Exercise -> Type the records that follow again exactly as written, but drop the pictures.

-*-

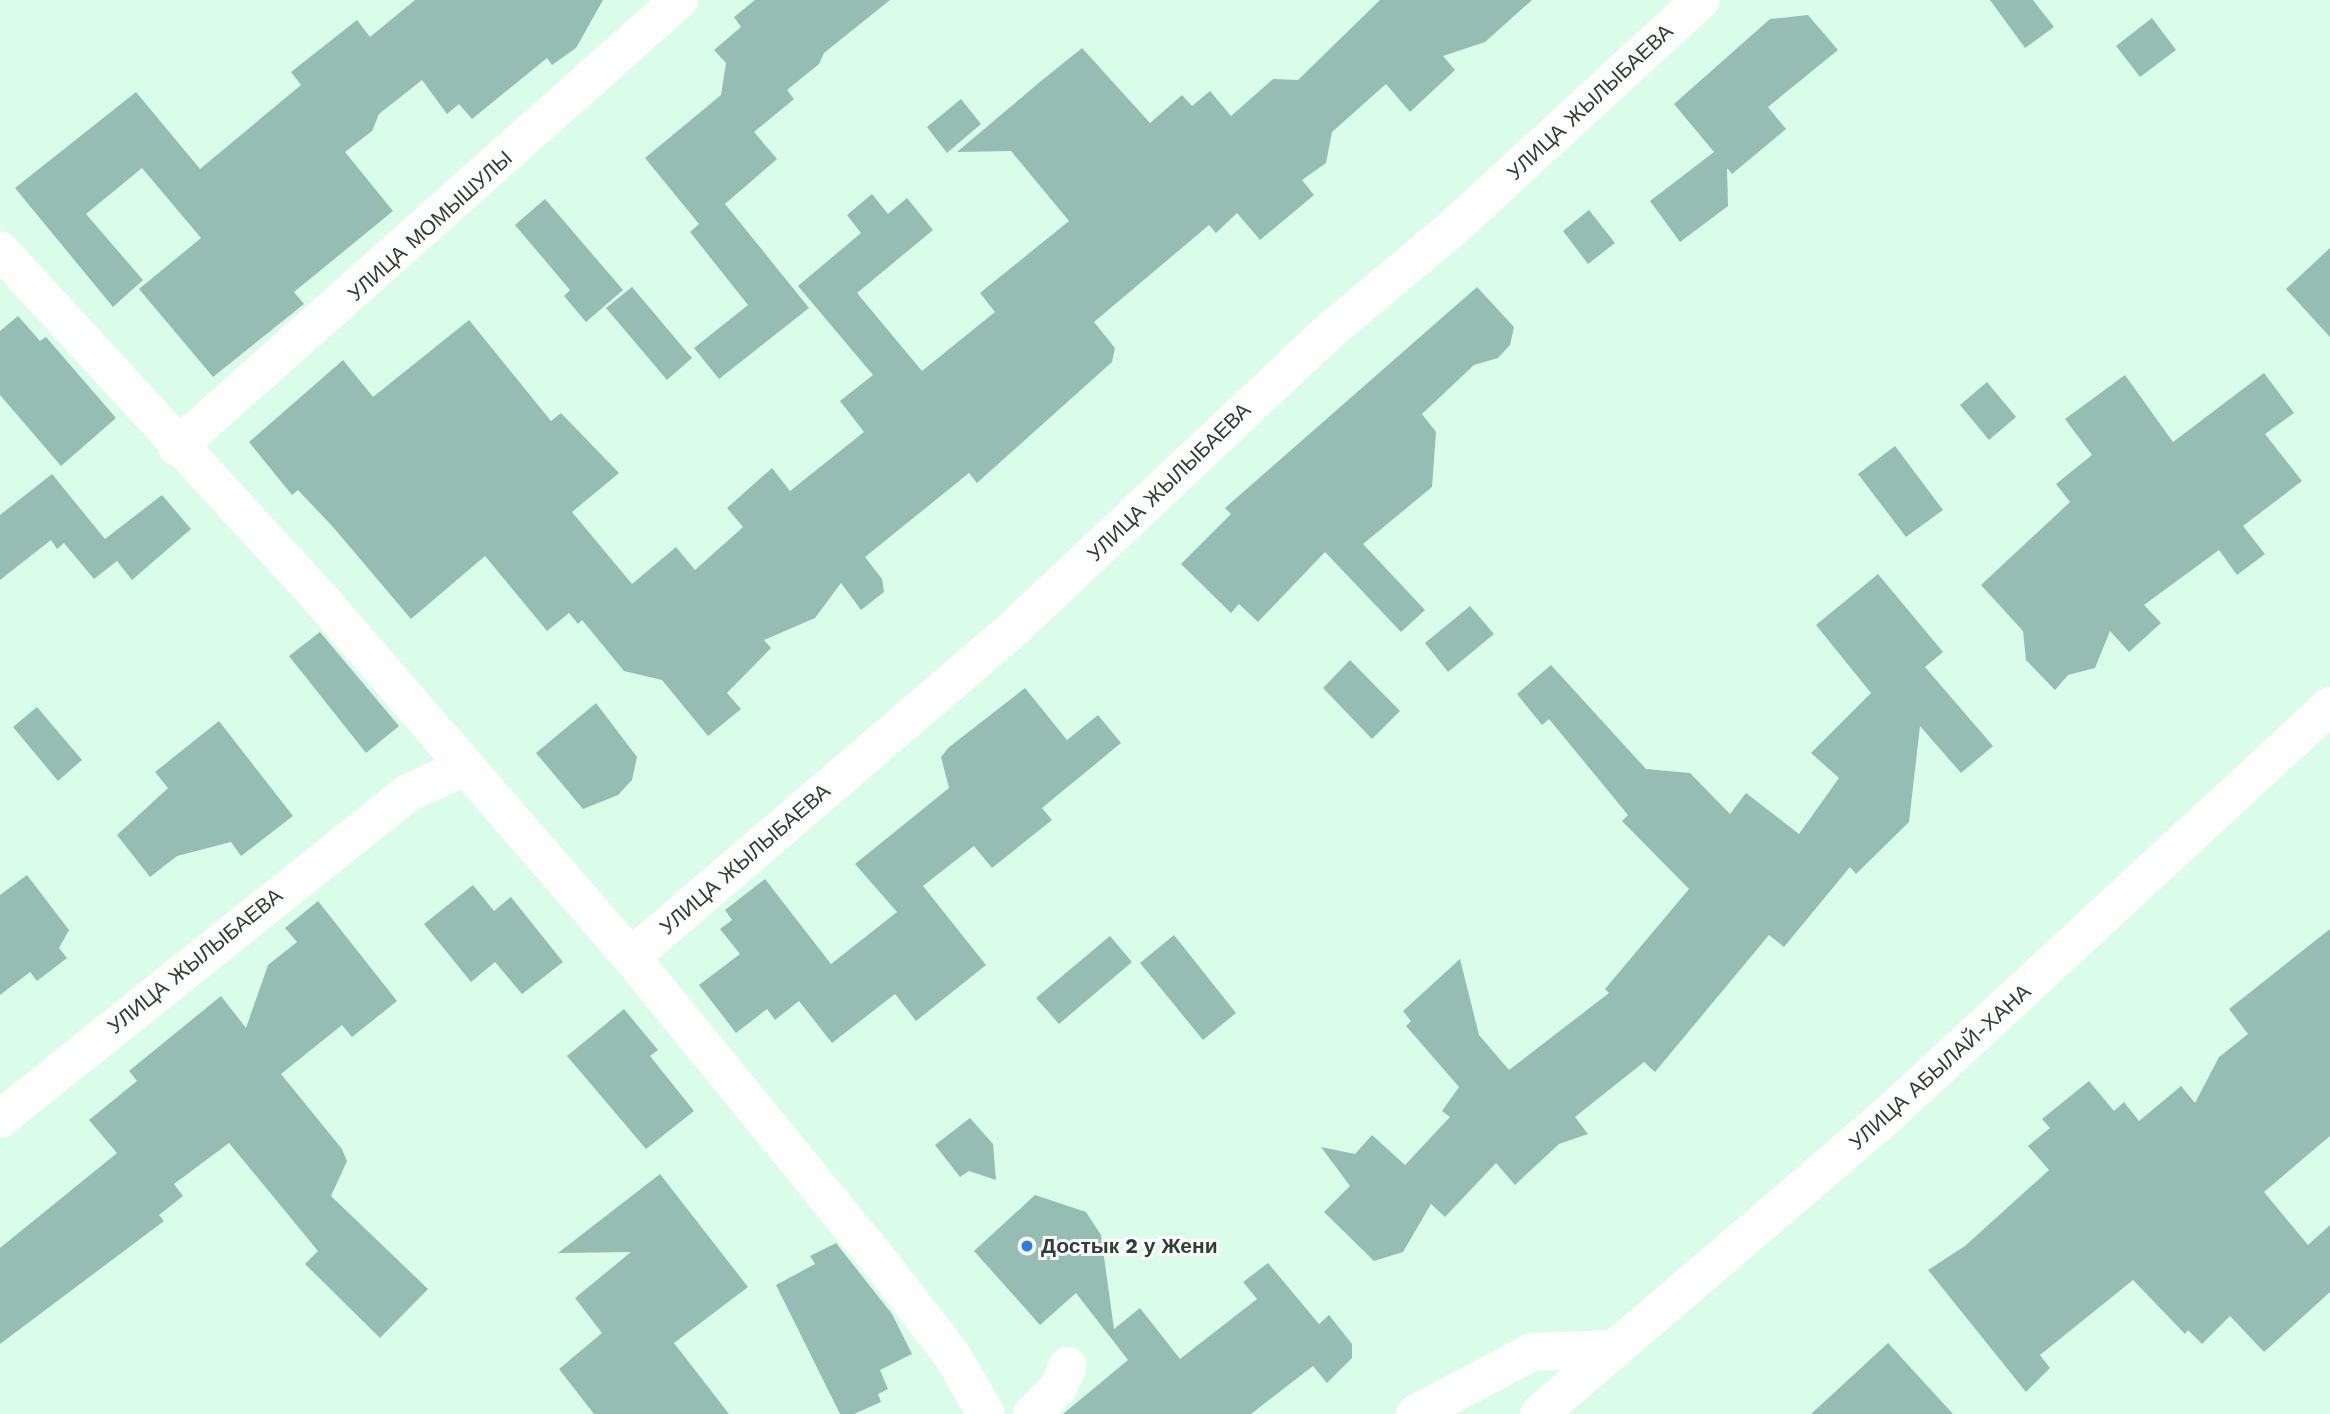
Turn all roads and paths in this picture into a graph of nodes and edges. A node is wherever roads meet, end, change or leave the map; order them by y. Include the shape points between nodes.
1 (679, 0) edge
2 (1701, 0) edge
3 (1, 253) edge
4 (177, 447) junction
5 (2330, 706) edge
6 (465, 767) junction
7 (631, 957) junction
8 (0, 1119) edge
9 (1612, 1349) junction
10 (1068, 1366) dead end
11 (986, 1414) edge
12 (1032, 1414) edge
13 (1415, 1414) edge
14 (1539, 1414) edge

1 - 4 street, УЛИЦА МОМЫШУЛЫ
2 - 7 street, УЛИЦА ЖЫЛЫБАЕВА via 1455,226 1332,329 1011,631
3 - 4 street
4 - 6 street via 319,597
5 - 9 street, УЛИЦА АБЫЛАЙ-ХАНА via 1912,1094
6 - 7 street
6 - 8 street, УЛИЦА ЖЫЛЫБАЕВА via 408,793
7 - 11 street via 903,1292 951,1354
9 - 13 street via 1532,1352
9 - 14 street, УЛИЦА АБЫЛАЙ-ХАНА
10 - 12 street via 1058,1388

-*-

Solution ->
Turn all roads and paths in this picture into a graph of nodes and edges. A node is wherever roads meet, end, change or leave the map; order them by y. Include the shape points between nodes.
1 (679, 0) edge
2 (1701, 0) edge
3 (1, 253) edge
4 (177, 447) junction
5 (2330, 706) edge
6 (465, 767) junction
7 (631, 957) junction
8 (0, 1119) edge
9 (1612, 1349) junction
10 (1068, 1366) dead end
11 (986, 1414) edge
12 (1032, 1414) edge
13 (1415, 1414) edge
14 (1539, 1414) edge

1 - 4 street, УЛИЦА МОМЫШУЛЫ
2 - 7 street, УЛИЦА ЖЫЛЫБАЕВА via 1455,226 1332,329 1011,631
3 - 4 street
4 - 6 street via 319,597
5 - 9 street, УЛИЦА АБЫЛАЙ-ХАНА via 1912,1094
6 - 7 street
6 - 8 street, УЛИЦА ЖЫЛЫБАЕВА via 408,793
7 - 11 street via 903,1292 951,1354
9 - 13 street via 1532,1352
9 - 14 street, УЛИЦА АБЫЛАЙ-ХАНА
10 - 12 street via 1058,1388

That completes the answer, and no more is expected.